Leave the pictures out and give every entry again exactly.
*** Material provided ***
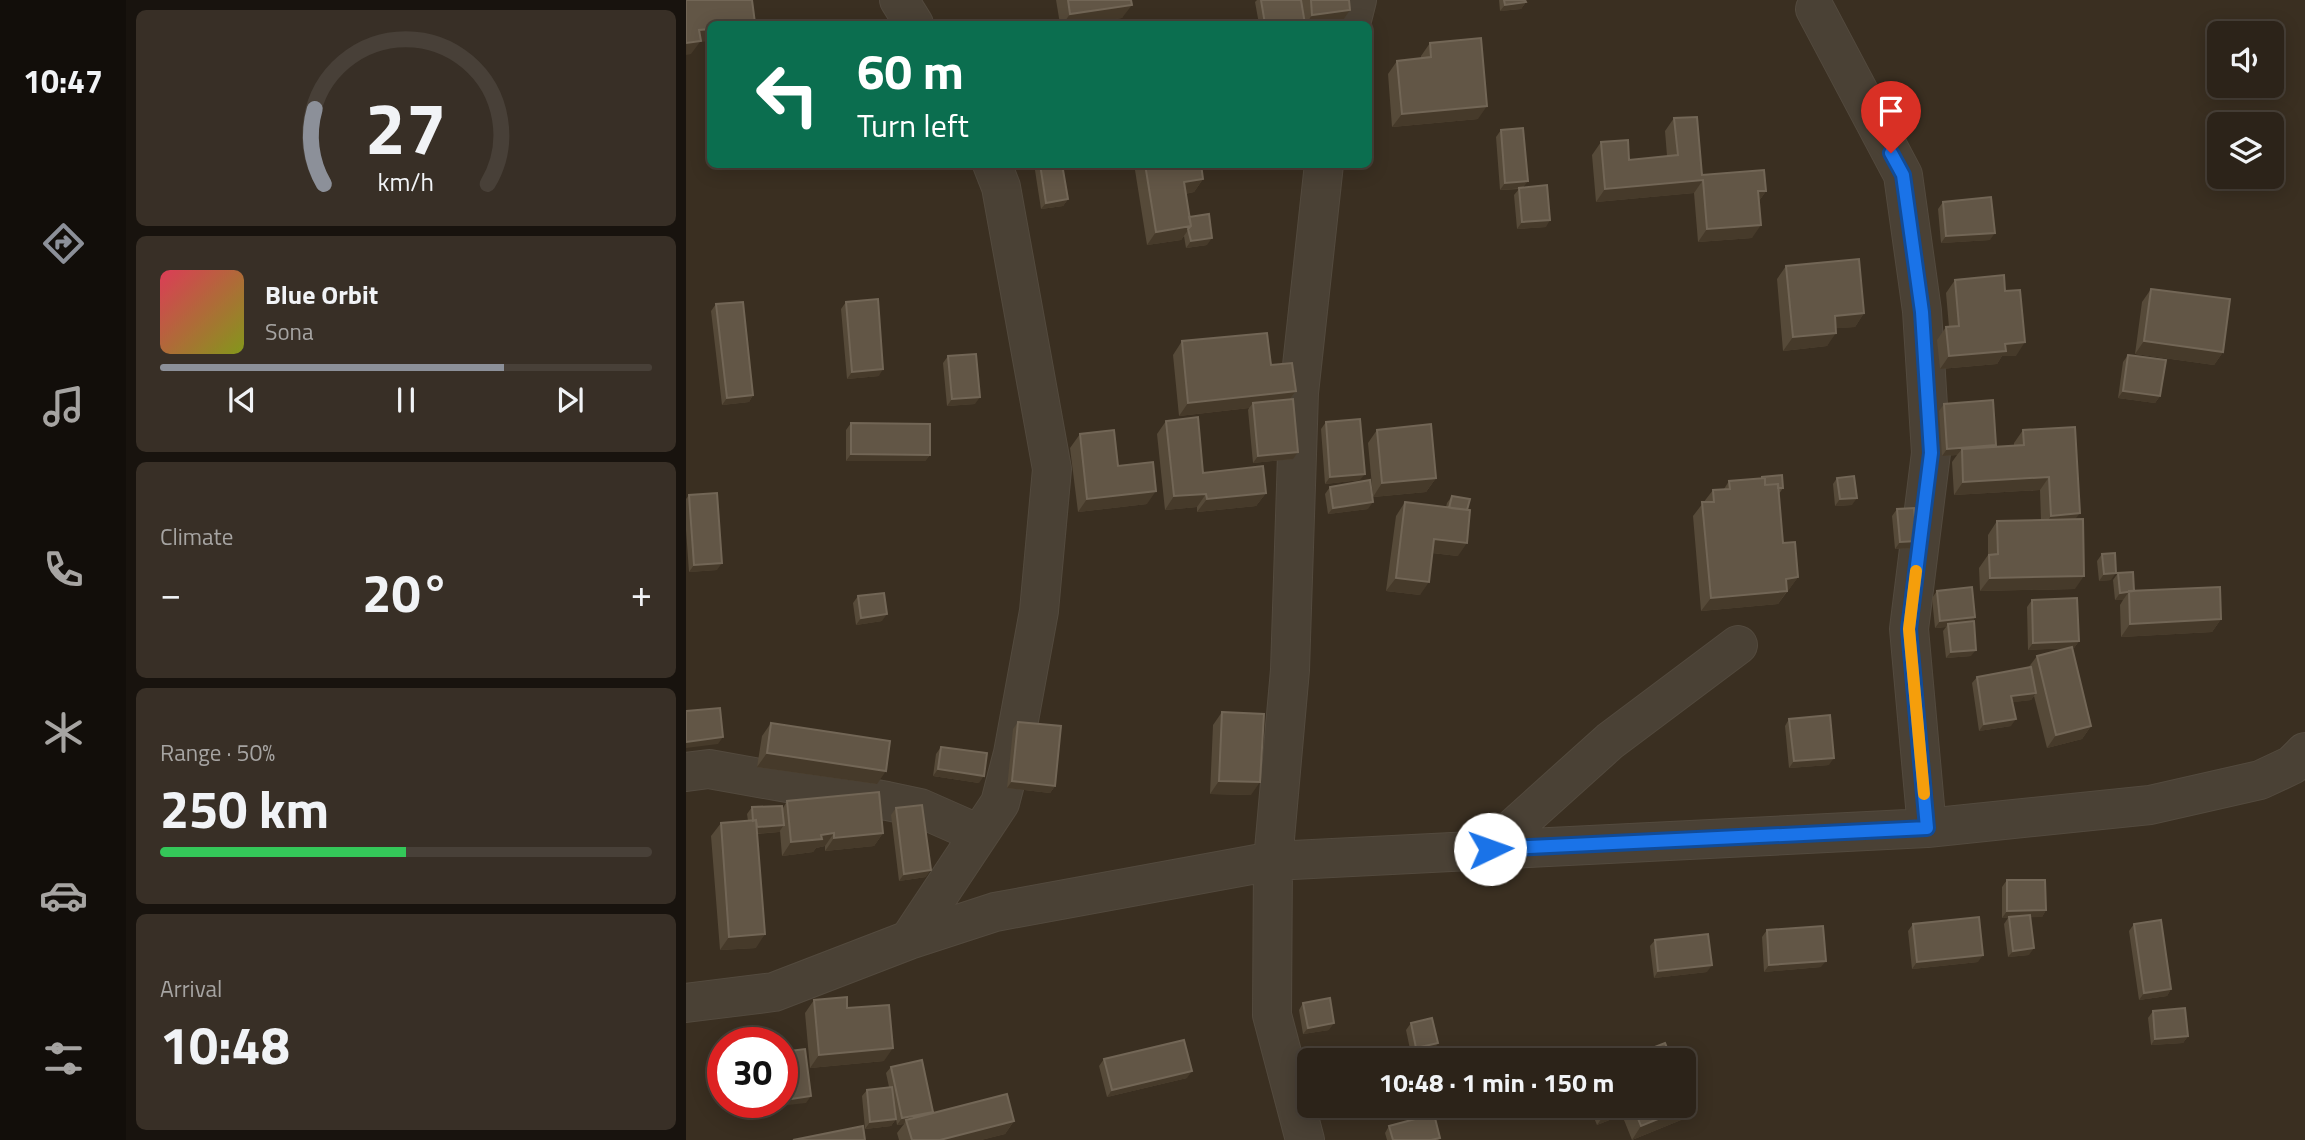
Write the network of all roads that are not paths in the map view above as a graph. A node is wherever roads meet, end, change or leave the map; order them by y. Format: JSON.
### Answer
{"nodes":[{"id":1,"x":899,"y":0,"type":"edge"},
{"id":2,"x":1357,"y":0,"type":"edge"},
{"id":3,"x":1815,"y":9,"type":"dead end"},
{"id":4,"x":912,"y":21,"type":"edge"},
{"id":5,"x":1352,"y":21,"type":"edge"},
{"id":6,"x":994,"y":168,"type":"edge"},
{"id":7,"x":1324,"y":168,"type":"edge"},
{"id":8,"x":1738,"y":645,"type":"dead end"},
{"id":9,"x":2305,"y":752,"type":"edge"},
{"id":10,"x":686,"y":772,"type":"edge"},
{"id":11,"x":1927,"y":828,"type":"junction"},
{"id":12,"x":979,"y":834,"type":"junction"},
{"id":13,"x":1490,"y":849,"type":"junction"},
{"id":14,"x":1273,"y":861,"type":"junction"},
{"id":15,"x":909,"y":940,"type":"junction"},
{"id":16,"x":686,"y":1003,"type":"edge"},
{"id":17,"x":1306,"y":1140,"type":"edge"}],
"edges":[{"from":1,"to":4,"type":"street"},
{"from":2,"to":5,"type":"street"},
{"from":3,"to":11,"type":"street"},
{"from":6,"to":12,"type":"street"},
{"from":7,"to":14,"type":"street"},
{"from":8,"to":13,"type":"street"},
{"from":9,"to":11,"type":"street"},
{"from":10,"to":12,"type":"street"},
{"from":11,"to":13,"type":"street"},
{"from":12,"to":15,"type":"street"},
{"from":13,"to":14,"type":"street"},
{"from":14,"to":15,"type":"street"},
{"from":14,"to":17,"type":"street"},
{"from":15,"to":16,"type":"street"}]}
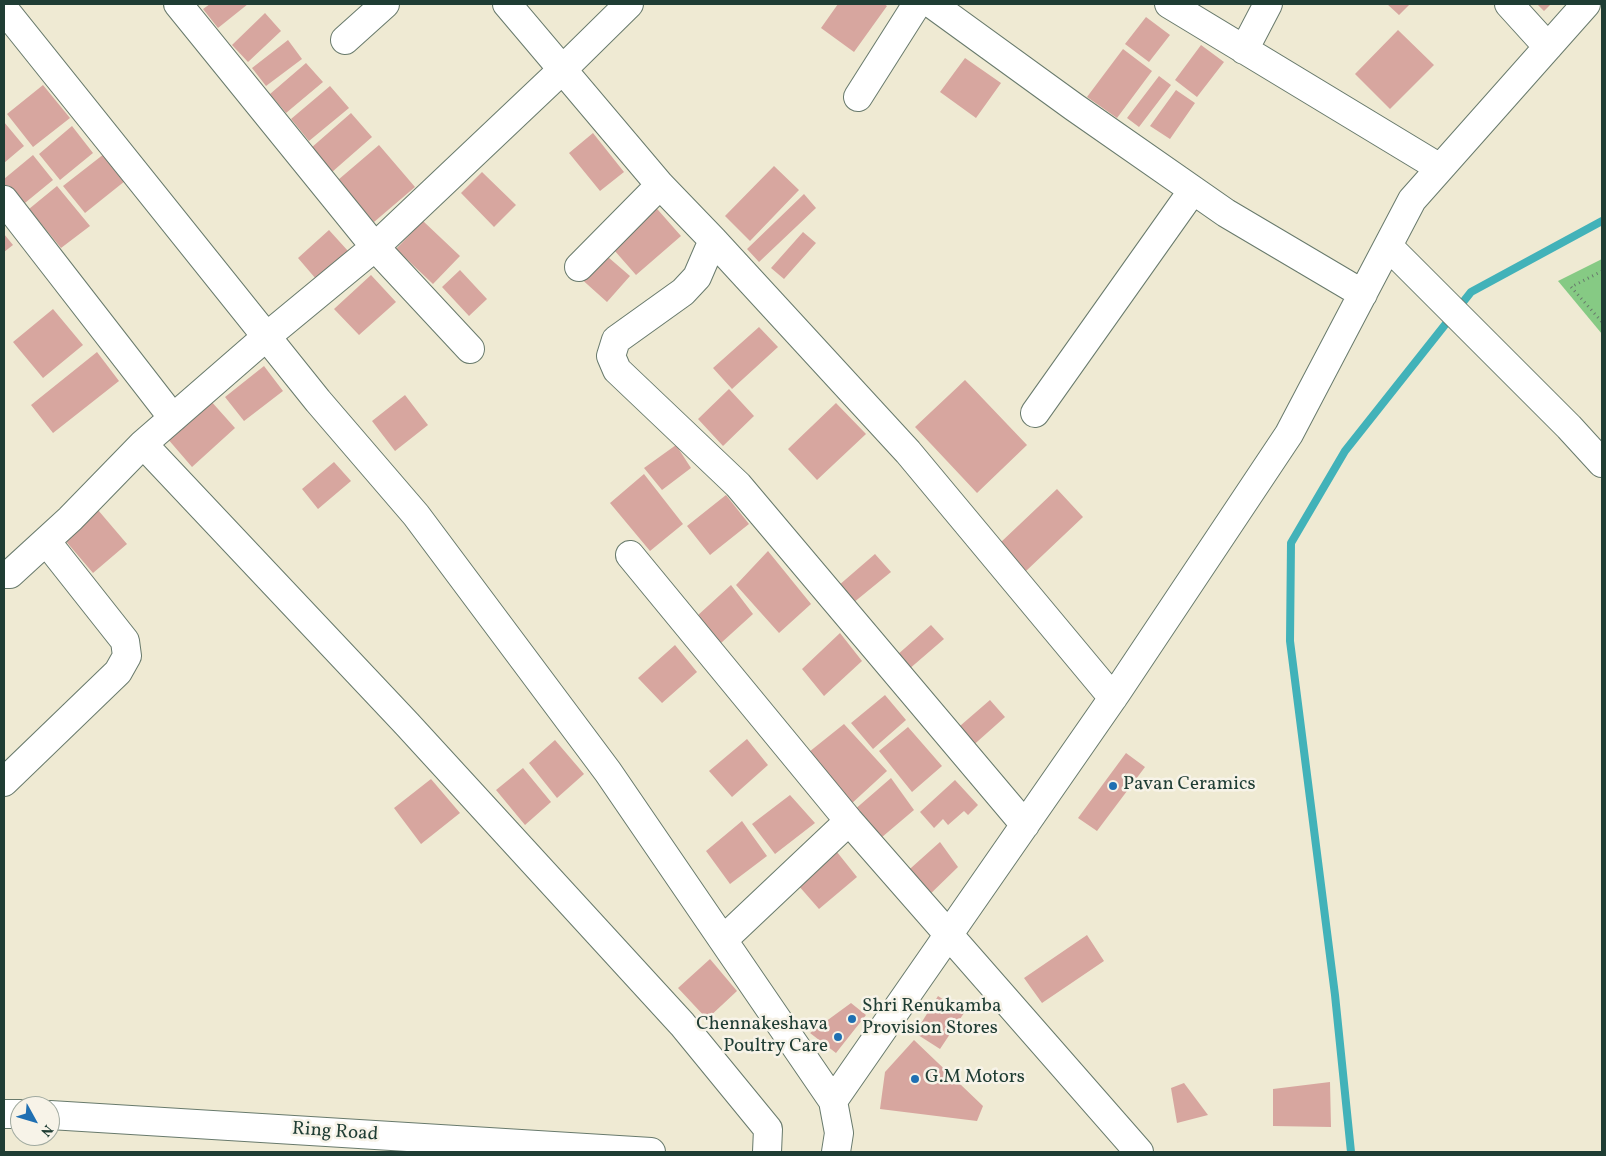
*** End of Material provided ***
_Task output_
Write the network of all roads that are not paths in the map view above as a graph. A node is wherever roads meet, end, change or leave the map; order them by y. Format: JSON.
### Answer
{"nodes":[{"id":1,"x":899,"y":0,"type":"edge"},
{"id":2,"x":1357,"y":0,"type":"edge"},
{"id":3,"x":1815,"y":9,"type":"dead end"},
{"id":4,"x":912,"y":21,"type":"edge"},
{"id":5,"x":1352,"y":21,"type":"edge"},
{"id":6,"x":994,"y":168,"type":"edge"},
{"id":7,"x":1324,"y":168,"type":"edge"},
{"id":8,"x":1738,"y":645,"type":"dead end"},
{"id":9,"x":2305,"y":752,"type":"edge"},
{"id":10,"x":686,"y":772,"type":"edge"},
{"id":11,"x":1927,"y":828,"type":"junction"},
{"id":12,"x":979,"y":834,"type":"junction"},
{"id":13,"x":1490,"y":849,"type":"junction"},
{"id":14,"x":1273,"y":861,"type":"junction"},
{"id":15,"x":909,"y":940,"type":"junction"},
{"id":16,"x":686,"y":1003,"type":"edge"},
{"id":17,"x":1306,"y":1140,"type":"edge"}],
"edges":[{"from":1,"to":4,"type":"street"},
{"from":2,"to":5,"type":"street"},
{"from":3,"to":11,"type":"street"},
{"from":6,"to":12,"type":"street"},
{"from":7,"to":14,"type":"street"},
{"from":8,"to":13,"type":"street"},
{"from":9,"to":11,"type":"street"},
{"from":10,"to":12,"type":"street"},
{"from":11,"to":13,"type":"street"},
{"from":12,"to":15,"type":"street"},
{"from":13,"to":14,"type":"street"},
{"from":14,"to":15,"type":"street"},
{"from":14,"to":17,"type":"street"},
{"from":15,"to":16,"type":"street"}]}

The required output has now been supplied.